On November 13, 2019, CCAM welcomed computational microbiologist and artist Dr. Elizabeth Hénaff as part of their Wednesday Wisdom series. In attendance were a mix of artists, scientists, and architects, all interested in some aspect of Hénaff’s interdisciplinary presentation on holobiont urbanism and multispecies design.

Hénaff began the event by introducing a project in which she and her team examined how time is perceived differently by different types of organisms. Microorganisms, her main area of study, have very short lifespans and therefore experience time very differently from us. Thus, the team created a non human time clock based on the tidal system off of the coast of Japan. They constructed a set of buoys which filled up with water at high tide, then leaked a small amount, thus registering the height of each tide.

Continuing with this idea of establishing maps to optimize microbial perspectives, Hénaff then spoke about an installation she completed under a commission from the Storefront for Art and Architecture. She and her team sought to explore what environments look like from a microorganism perspective, eventually choosing wood as a material for their project because it is a bio-receptive environment. This wood was then sandblasted, a process in which the softer parts of the wood are carved out first, leaving a 3D relief that reveals the innate structure of the wood. The installation was thus at the same time a work of art and an active science experiment, as Hénaff regularly took DNA samples from the wood to see if preferential selection by the microbes was taking place in a given part of the structure.

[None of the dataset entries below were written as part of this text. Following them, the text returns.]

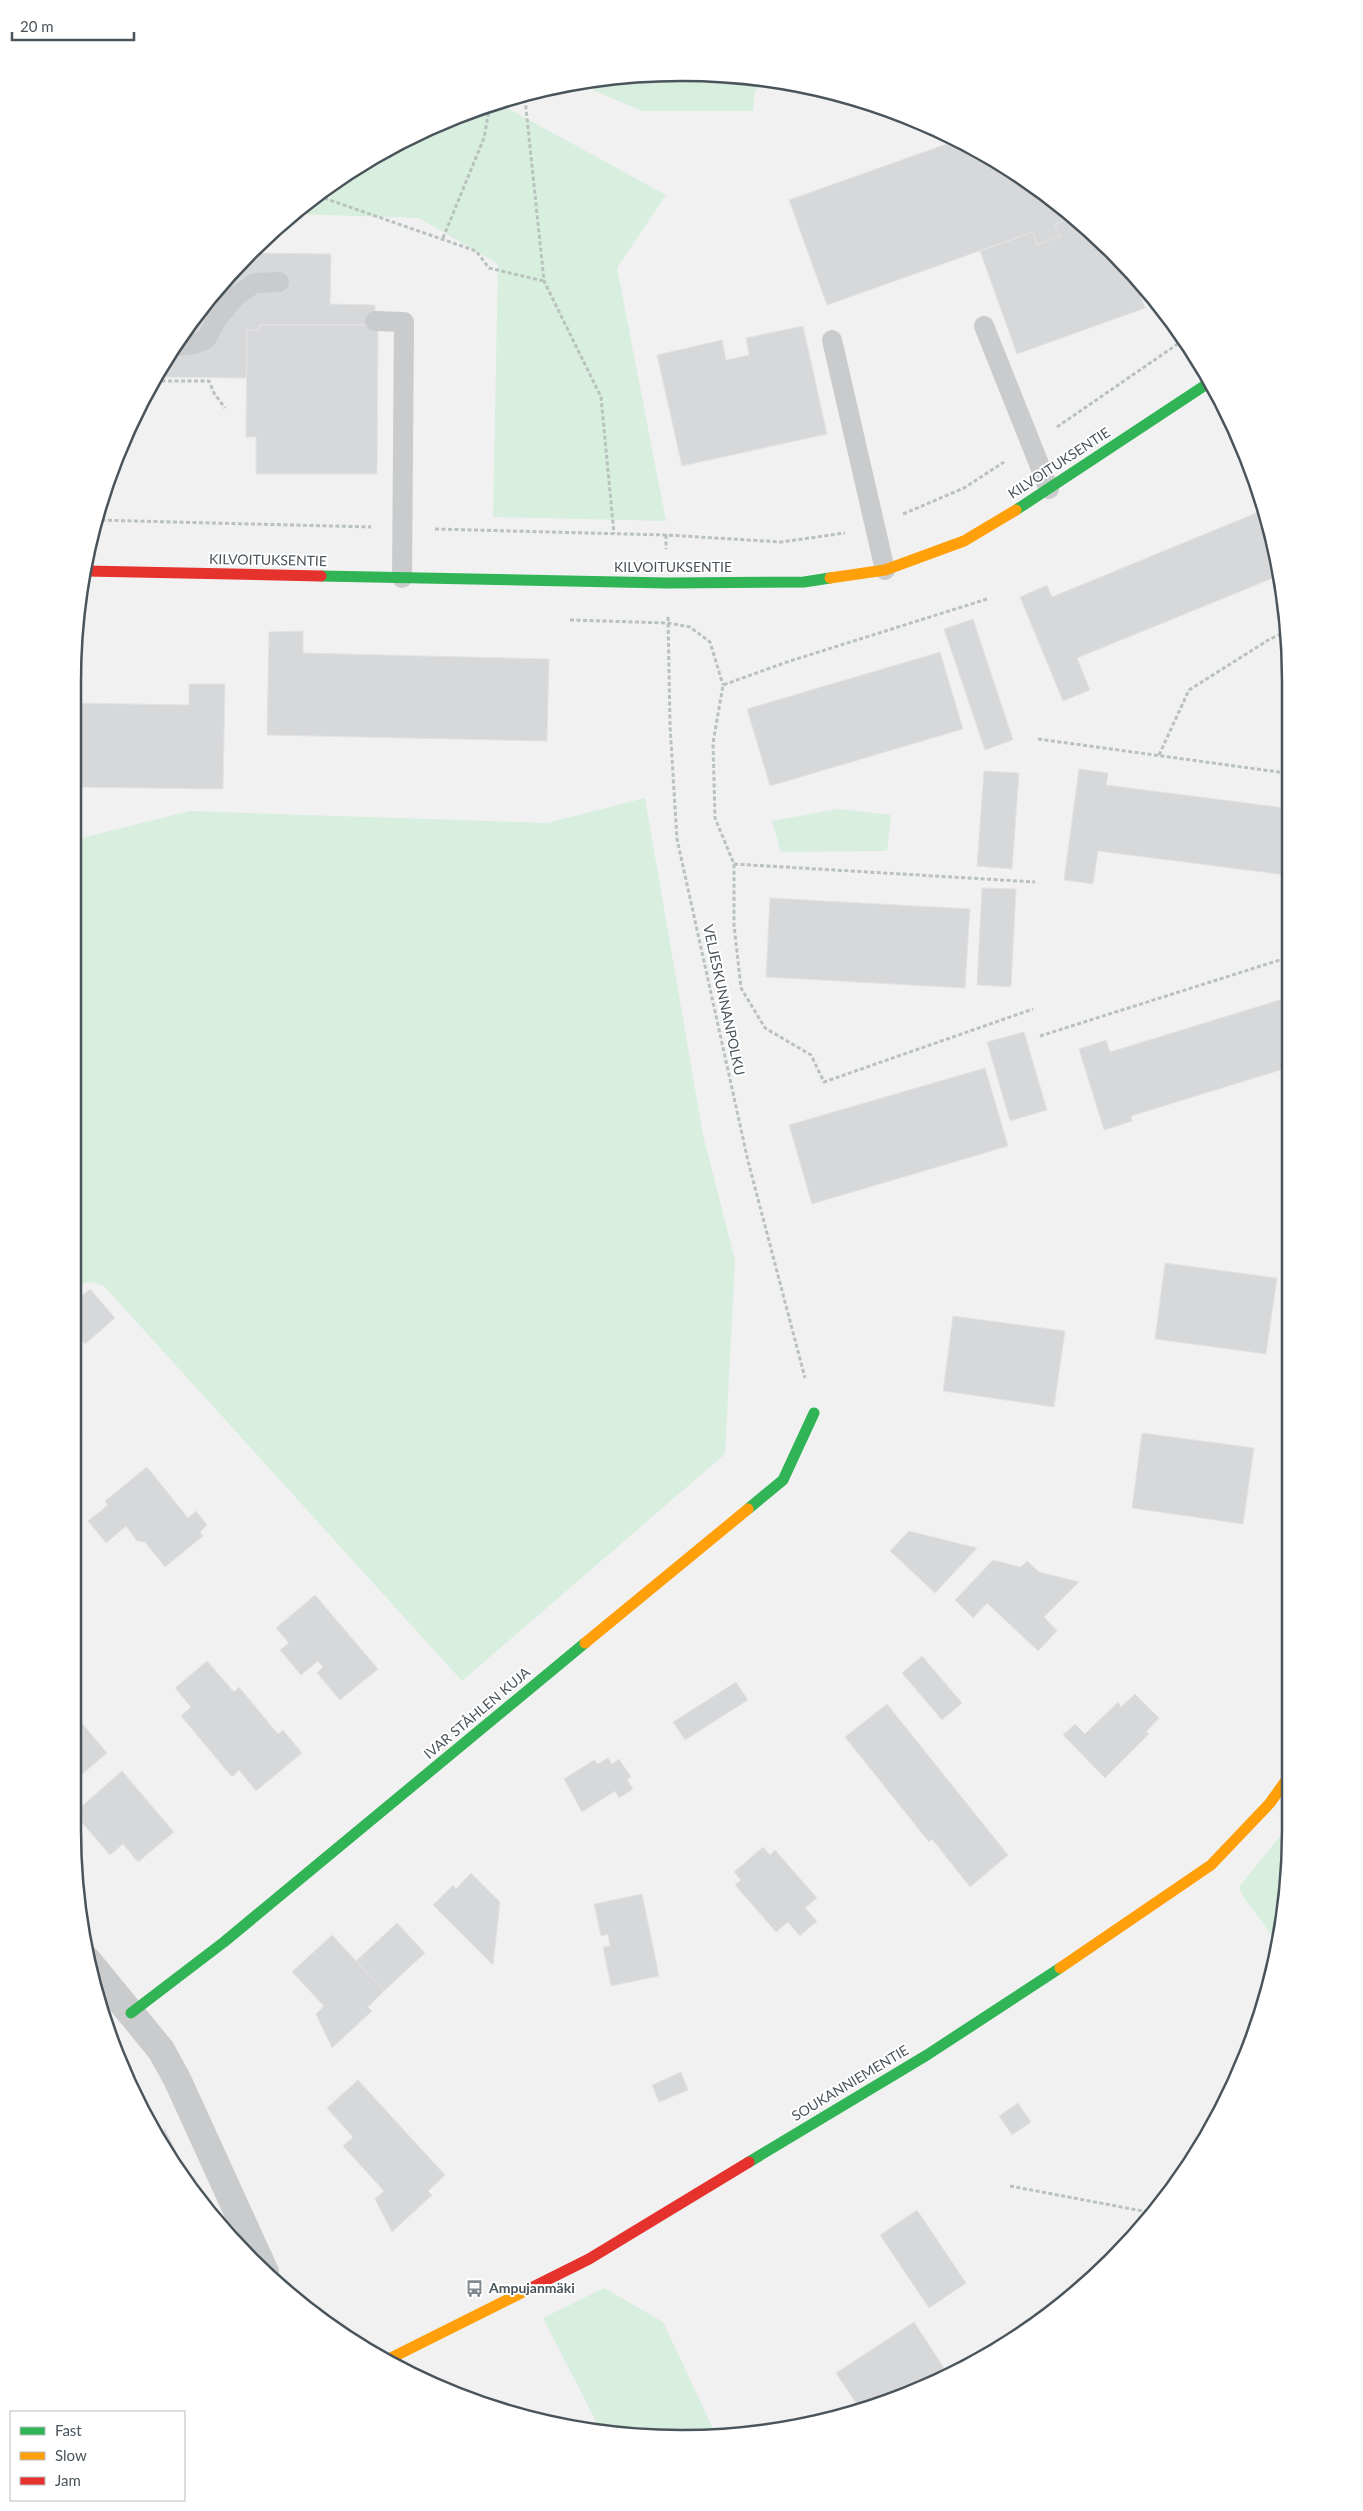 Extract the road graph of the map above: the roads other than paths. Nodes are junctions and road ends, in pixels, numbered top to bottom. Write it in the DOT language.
graph roads {
  1 [pos="279,282"];
  2 [pos="375,321"];
  3 [pos="984,326"];
  4 [pos="832,340"];
  5 [pos="184,345"];
  6 [pos="1204,386"];
  7 [pos="1050,489"];
  8 [pos="885,570"];
  9 [pos="92,571"];
  10 [pos="402,578"];
  11 [pos="814,1413"];
  12 [pos="1282,1786"];
  13 [pos="103,1990"];
  14 [pos="131,2013"];
  15 [pos="257,2254"];
  16 [pos="394,2356"];
  1 -- 5 [label="lane"];
  2 -- 10 [label="lane"];
  3 -- 7 [label="lane"];
  4 -- 8 [label="lane"];
  6 -- 7 [label="street, KILVOITUKSENTIE"];
  7 -- 8 [label="street, KILVOITUKSENTIE"];
  8 -- 10 [label="street, KILVOITUKSENTIE"];
  9 -- 10 [label="street, KILVOITUKSENTIE"];
  11 -- 14 [label="street, IVAR STÅHLEN KUJA"];
  12 -- 16 [label="street, SOUKANNIEMENTIE"];
  13 -- 14 [label="street"];
  14 -- 15 [label="street"];
}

The final project that Hénaff presented was one she is currently working on - a study on how green walls and infrastructures effect microbiomes with Anna Dyson and Phoebe Mankiewicz from Yale’s School of Architecture. They are running a pilot study (in the lecture hall of the architecture school) of how exactly we can get microbial information in indoor spaces. In this process, Hénaff is also asking fascinating questions about how the instruments that we use dictate our relationships with microbes, whether consciously or subconsciously. 

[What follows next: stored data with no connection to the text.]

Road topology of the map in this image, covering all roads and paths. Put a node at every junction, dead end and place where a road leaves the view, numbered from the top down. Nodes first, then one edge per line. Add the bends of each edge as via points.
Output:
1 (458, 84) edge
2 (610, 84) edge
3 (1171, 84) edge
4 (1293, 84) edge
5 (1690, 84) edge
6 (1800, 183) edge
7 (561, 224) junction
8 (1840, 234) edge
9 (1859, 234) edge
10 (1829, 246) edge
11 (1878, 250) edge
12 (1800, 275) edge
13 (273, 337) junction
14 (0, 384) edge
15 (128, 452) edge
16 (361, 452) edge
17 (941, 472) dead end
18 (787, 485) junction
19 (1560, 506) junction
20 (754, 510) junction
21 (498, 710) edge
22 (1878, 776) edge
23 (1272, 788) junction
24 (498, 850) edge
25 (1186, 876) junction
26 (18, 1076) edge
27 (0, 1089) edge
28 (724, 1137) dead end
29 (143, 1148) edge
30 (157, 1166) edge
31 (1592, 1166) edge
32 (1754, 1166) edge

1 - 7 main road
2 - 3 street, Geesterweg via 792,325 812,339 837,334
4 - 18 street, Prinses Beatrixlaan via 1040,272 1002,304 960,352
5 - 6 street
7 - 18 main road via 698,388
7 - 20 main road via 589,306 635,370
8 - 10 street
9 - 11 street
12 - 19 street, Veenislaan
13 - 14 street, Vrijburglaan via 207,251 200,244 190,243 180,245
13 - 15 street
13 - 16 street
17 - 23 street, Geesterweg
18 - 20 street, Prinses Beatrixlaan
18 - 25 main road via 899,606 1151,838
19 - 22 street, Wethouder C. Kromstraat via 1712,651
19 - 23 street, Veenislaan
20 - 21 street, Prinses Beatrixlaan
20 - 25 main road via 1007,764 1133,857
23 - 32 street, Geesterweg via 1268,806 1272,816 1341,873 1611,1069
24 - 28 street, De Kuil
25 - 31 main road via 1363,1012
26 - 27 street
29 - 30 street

Hénaff left her audience with a final, compelling hypothesis - that rain dances actually work, due to a particular microbe, Pseudomonas syringae. Clouds occur due to nucleation of ice crystals in the atmosphere, which then becomes rain. According to this theory, rain dances could kick up proteins produced by this microbe because it grows on the surfaces of plant leaves, These proteins are able to nucleate ice crystals at warmer temperatures than those at which nucleation usually happens. Therefore, after days and days of dances, there could potentially be a sufficient amount of this protein in the atmosphere to cause rain. Hénaff used this example to emphasize “how much of our habits, traditions, and rituals are due to interaction with the invisible, but living, microbial world.” We are inevitably linked to this world, and therefore it is now up to us to discover new rituals in our era of multispecies collaboration.